The announcement was made today by The Honourable Maxime Bernier, Minister of Industry, at the NCE annual meeting in Ottawa. "The Government of Canada is proud to recognize and support our best and brightest scientists who are at the foundation of Canada's innovative economy," said Minister Bernier. "It is a great privilege to honour the work of researchers who are contributing to Canada's role as a world science and technology leader."
Launched in 2004, the NCE Young Innovator Awards recognize Canada's young entrepreneurs by honouring outstanding individuals who, with the help of their network, have been successful in translating their innovative research into business, process, or service to benefit society at large.
A trained audiologist with support and funding from the Canadian Language and Literacy Research Network, Dr. Bagatto is a Research Associate of the National Centre for Audiology (NCA) at The University of Western Ontario. Her expertise has been called upon by clinicians in Ontario, across Canada and internationally. She facilitates training for the Early Hearing and Communication Development (EHCD) programs, which many jurisdictions in Canada have begun to implement. The EHCD program sees all infants born in Ontario tested for hearing impairments under the Ontario Infant Hearing Program (IHP). Dr. Bagatto has provided clinical services to infants through the Infant Hearing Program for the last four years. Through this program, infants who might otherwise be diagnosed with hearing impairments years later are assessed in their first months of life and fitted with hearing aids specifically designed to give them proper auditory levels needed for normal speech and language development.

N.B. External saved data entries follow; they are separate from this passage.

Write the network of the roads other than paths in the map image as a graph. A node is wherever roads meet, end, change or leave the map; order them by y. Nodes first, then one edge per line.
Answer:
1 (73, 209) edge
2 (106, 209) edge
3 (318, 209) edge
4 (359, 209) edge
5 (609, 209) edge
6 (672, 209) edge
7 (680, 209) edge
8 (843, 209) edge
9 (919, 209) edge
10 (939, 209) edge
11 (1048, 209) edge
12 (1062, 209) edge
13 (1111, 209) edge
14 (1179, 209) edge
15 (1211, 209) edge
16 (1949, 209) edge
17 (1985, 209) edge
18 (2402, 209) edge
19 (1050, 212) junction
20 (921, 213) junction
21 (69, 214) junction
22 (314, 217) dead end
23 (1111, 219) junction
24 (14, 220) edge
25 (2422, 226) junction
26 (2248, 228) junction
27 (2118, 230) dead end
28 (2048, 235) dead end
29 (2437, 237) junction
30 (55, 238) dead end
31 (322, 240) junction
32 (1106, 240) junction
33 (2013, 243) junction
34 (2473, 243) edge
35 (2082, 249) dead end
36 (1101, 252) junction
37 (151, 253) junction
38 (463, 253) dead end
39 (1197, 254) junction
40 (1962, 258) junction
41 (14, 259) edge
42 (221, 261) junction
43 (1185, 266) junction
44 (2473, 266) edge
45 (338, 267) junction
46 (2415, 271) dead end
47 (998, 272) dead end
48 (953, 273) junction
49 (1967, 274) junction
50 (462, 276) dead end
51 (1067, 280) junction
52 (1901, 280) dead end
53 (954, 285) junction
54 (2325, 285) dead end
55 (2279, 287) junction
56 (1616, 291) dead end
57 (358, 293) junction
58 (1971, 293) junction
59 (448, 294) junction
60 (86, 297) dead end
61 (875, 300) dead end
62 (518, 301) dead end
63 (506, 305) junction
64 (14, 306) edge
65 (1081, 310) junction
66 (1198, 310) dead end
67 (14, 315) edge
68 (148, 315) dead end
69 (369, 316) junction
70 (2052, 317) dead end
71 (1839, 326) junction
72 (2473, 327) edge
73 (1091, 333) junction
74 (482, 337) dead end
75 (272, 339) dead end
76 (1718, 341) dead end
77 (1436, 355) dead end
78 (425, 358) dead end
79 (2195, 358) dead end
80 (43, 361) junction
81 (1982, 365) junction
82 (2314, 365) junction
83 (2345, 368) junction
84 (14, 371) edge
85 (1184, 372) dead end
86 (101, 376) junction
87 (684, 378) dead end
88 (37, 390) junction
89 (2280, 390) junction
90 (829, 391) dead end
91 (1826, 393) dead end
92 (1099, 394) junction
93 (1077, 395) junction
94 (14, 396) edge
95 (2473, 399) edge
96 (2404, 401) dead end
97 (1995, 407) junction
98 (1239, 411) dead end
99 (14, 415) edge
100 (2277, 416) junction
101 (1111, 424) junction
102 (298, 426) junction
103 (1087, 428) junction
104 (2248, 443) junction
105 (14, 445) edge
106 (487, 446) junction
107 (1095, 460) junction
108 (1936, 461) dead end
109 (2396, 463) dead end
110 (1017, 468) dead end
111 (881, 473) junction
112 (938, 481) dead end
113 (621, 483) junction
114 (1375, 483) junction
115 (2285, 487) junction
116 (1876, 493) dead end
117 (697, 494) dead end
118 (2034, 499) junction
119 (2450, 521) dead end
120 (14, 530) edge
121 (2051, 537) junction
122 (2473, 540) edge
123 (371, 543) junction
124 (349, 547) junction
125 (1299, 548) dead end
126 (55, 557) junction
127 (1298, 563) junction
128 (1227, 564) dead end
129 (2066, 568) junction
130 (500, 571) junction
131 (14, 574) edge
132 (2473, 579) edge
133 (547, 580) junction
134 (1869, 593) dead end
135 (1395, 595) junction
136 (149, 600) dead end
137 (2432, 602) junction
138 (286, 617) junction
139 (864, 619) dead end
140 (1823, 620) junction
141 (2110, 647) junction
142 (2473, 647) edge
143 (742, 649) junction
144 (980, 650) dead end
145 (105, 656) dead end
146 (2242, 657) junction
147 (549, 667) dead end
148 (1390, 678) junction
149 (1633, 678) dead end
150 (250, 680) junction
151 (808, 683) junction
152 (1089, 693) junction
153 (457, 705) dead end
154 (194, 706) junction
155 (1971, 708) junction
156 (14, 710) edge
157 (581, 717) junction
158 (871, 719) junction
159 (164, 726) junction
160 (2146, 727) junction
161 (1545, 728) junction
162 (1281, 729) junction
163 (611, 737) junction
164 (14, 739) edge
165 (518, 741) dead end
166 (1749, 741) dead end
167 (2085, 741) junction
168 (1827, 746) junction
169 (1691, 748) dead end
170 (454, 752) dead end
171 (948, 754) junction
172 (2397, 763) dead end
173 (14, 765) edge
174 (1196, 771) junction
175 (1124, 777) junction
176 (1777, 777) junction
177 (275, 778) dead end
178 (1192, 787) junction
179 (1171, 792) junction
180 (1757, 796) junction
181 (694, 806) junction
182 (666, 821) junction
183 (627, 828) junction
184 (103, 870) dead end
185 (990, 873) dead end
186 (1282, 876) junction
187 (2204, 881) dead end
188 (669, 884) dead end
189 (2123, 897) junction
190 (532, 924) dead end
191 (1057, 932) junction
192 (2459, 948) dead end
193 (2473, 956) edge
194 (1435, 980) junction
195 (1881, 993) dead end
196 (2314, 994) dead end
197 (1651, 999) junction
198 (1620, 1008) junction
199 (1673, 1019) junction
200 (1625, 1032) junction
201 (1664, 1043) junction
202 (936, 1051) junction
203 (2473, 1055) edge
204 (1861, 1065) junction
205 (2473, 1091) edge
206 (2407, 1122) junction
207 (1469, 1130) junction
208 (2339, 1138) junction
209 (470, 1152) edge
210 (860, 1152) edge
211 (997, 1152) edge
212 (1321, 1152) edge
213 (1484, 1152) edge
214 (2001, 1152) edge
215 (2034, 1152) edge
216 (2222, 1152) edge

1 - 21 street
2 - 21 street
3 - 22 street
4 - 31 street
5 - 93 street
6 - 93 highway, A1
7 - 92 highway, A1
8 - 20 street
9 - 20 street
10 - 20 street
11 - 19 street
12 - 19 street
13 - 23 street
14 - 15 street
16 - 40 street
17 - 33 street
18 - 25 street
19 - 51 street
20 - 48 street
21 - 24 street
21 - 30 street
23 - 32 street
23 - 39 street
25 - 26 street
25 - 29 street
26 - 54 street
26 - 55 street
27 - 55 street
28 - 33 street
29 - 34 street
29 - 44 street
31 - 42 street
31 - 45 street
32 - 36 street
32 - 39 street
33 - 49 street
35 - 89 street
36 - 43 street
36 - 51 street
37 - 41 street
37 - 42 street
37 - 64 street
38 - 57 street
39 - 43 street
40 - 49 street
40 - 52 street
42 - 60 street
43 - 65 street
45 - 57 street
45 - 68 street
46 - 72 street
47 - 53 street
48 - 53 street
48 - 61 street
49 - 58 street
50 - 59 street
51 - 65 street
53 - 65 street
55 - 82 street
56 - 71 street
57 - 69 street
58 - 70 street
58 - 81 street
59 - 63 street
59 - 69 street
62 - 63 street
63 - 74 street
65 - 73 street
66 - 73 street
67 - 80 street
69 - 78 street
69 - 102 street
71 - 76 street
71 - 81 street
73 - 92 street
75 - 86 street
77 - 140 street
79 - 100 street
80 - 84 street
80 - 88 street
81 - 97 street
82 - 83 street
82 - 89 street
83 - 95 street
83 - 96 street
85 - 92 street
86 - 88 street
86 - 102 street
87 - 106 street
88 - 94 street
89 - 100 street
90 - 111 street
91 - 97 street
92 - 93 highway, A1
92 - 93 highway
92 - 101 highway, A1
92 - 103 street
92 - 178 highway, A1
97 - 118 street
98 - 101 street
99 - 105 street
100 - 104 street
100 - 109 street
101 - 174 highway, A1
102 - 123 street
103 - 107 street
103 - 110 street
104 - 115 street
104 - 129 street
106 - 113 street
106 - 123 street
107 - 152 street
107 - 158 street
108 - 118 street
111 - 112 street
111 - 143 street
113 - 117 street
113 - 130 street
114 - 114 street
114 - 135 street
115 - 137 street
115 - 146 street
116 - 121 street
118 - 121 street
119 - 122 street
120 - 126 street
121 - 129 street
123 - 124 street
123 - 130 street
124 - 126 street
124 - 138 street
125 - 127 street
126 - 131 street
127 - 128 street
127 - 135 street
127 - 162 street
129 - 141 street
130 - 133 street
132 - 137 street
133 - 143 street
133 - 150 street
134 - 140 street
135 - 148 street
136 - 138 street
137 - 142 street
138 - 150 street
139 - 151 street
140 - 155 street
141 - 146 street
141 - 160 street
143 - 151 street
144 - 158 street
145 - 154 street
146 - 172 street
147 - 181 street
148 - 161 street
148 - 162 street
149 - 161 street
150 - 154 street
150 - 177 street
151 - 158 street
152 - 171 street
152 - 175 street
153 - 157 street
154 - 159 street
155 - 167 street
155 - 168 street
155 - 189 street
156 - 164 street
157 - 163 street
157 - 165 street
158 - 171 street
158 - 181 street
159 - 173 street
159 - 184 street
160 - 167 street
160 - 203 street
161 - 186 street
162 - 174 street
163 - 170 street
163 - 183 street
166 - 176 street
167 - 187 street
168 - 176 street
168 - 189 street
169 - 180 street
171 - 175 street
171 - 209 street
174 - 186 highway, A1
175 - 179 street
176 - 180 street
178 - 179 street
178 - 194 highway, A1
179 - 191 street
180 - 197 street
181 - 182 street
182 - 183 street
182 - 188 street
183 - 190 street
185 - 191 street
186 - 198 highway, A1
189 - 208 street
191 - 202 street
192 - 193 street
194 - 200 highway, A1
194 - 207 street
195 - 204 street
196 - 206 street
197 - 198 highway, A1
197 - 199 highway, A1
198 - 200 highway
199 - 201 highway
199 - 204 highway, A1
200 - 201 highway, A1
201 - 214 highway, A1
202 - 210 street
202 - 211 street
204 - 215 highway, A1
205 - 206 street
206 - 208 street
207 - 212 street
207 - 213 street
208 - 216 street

"Research has shown that the earlier we can identify and address hearing impairments in children, the better able those children are to interact and communicate, " says Dr. Bagatto.
As a result of her work, Dr. Bagatto will now receive one of two Young Innovators Awards being presented today. Dr. Bagatto was selected based on the practical application of research as well as her contributions to the field of pediatric audiology through research, publications and presentations.
"I am honored to have been recognized by the NCE for the Young Innovators Award," mentions Dr. Bagatto. "My hope is that it will highlight the importance of providing proper audiological intervention to infants."
"Marlene's commitment to improving the accuracy with which hearing aids are fitted to young infants is providing children with the best possible early start to develop good spoken language skills" says Dr. Donald G. Jamieson, CEO and Scientific Director of the Canadian Language and Literacy Research Network. "Her ability to transfer technical information and make this easily accessible to audiologists around the world is helping to ensure that many more children have the opportunity to develop good speech, language and literacy skills, beginning at the earliest possible age."
The Canadian Language and Literacy Research Network brings together leading scientists, clinicians, students and educators as well as public and private partners. The Network's mandate is to generate, integrate and disseminate bias-free scientific research and knowledge that is focused on improving and sustaining children's language and literacy development in Canada. The Network is hosted by The University of Western Ontario. For more information on the Canadian Language and Literacy Research Network, visit www.cllrnet.ca.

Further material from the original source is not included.